[Data items]
BEGIN

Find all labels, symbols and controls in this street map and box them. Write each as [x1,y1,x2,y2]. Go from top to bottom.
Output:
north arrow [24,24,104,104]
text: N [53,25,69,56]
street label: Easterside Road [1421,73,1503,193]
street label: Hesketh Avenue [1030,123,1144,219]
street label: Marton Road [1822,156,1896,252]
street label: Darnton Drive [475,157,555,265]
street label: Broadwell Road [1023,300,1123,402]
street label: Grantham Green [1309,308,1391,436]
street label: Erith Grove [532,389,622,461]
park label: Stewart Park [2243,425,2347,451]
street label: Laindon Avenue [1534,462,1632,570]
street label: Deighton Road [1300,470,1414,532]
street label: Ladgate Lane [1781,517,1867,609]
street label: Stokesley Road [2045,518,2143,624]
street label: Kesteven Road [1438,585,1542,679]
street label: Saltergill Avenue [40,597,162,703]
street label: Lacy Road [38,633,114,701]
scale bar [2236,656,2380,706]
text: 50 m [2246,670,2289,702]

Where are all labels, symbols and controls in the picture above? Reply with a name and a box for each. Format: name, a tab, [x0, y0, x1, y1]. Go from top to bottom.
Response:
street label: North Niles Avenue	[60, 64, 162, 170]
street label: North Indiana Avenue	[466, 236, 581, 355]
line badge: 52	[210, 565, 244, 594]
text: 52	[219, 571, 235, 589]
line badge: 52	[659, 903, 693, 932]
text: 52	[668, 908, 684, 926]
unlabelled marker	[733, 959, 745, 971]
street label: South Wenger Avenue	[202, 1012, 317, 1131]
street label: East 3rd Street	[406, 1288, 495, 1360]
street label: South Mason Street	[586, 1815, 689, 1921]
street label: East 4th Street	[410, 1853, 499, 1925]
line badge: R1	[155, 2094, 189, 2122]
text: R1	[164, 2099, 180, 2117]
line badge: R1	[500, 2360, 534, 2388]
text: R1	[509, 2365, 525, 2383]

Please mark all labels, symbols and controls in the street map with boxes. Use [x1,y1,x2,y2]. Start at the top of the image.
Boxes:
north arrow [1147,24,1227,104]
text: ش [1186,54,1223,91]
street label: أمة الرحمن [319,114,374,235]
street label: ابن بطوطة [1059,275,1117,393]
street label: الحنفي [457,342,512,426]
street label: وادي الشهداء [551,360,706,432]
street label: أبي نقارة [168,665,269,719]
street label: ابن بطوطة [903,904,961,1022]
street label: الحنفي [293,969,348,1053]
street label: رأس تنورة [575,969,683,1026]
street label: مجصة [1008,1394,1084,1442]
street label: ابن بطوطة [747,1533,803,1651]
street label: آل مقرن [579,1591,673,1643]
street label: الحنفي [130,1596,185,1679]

END

Type the entries out again so that they match exactly.

EXPECTED OUTPUT:
Find all labels, symbols and controls in this street map and box them. Write each as [x1,y1,x2,y2]. Go from top to bottom.
Output:
north arrow [24,24,104,104]
text: N [53,25,69,56]
street label: Easterside Road [1421,73,1503,193]
street label: Hesketh Avenue [1030,123,1144,219]
street label: Marton Road [1822,156,1896,252]
street label: Darnton Drive [475,157,555,265]
street label: Broadwell Road [1023,300,1123,402]
street label: Grantham Green [1309,308,1391,436]
street label: Erith Grove [532,389,622,461]
park label: Stewart Park [2243,425,2347,451]
street label: Laindon Avenue [1534,462,1632,570]
street label: Deighton Road [1300,470,1414,532]
street label: Ladgate Lane [1781,517,1867,609]
street label: Stokesley Road [2045,518,2143,624]
street label: Kesteven Road [1438,585,1542,679]
street label: Saltergill Avenue [40,597,162,703]
street label: Lacy Road [38,633,114,701]
scale bar [2236,656,2380,706]
text: 50 m [2246,670,2289,702]

Where are all labels, symbols and controls in the picture above? Reply with a name and a box for each. Format: name, a tab, [x0, y0, x1, y1]. Go from top to bottom.
Response:
street label: North Niles Avenue	[60, 64, 162, 170]
street label: North Indiana Avenue	[466, 236, 581, 355]
line badge: 52	[210, 565, 244, 594]
text: 52	[219, 571, 235, 589]
line badge: 52	[659, 903, 693, 932]
text: 52	[668, 908, 684, 926]
unlabelled marker	[733, 959, 745, 971]
street label: South Wenger Avenue	[202, 1012, 317, 1131]
street label: East 3rd Street	[406, 1288, 495, 1360]
street label: South Mason Street	[586, 1815, 689, 1921]
street label: East 4th Street	[410, 1853, 499, 1925]
line badge: R1	[155, 2094, 189, 2122]
text: R1	[164, 2099, 180, 2117]
line badge: R1	[500, 2360, 534, 2388]
text: R1	[509, 2365, 525, 2383]

Please mark all labels, symbols and controls in the street map with boxes. Use [x1,y1,x2,y2]. Start at the top of the image.
Boxes:
north arrow [1147,24,1227,104]
text: ش [1186,54,1223,91]
street label: أمة الرحمن [319,114,374,235]
street label: ابن بطوطة [1059,275,1117,393]
street label: الحنفي [457,342,512,426]
street label: وادي الشهداء [551,360,706,432]
street label: أبي نقارة [168,665,269,719]
street label: ابن بطوطة [903,904,961,1022]
street label: الحنفي [293,969,348,1053]
street label: رأس تنورة [575,969,683,1026]
street label: مجصة [1008,1394,1084,1442]
street label: ابن بطوطة [747,1533,803,1651]
street label: آل مقرن [579,1591,673,1643]
street label: الحنفي [130,1596,185,1679]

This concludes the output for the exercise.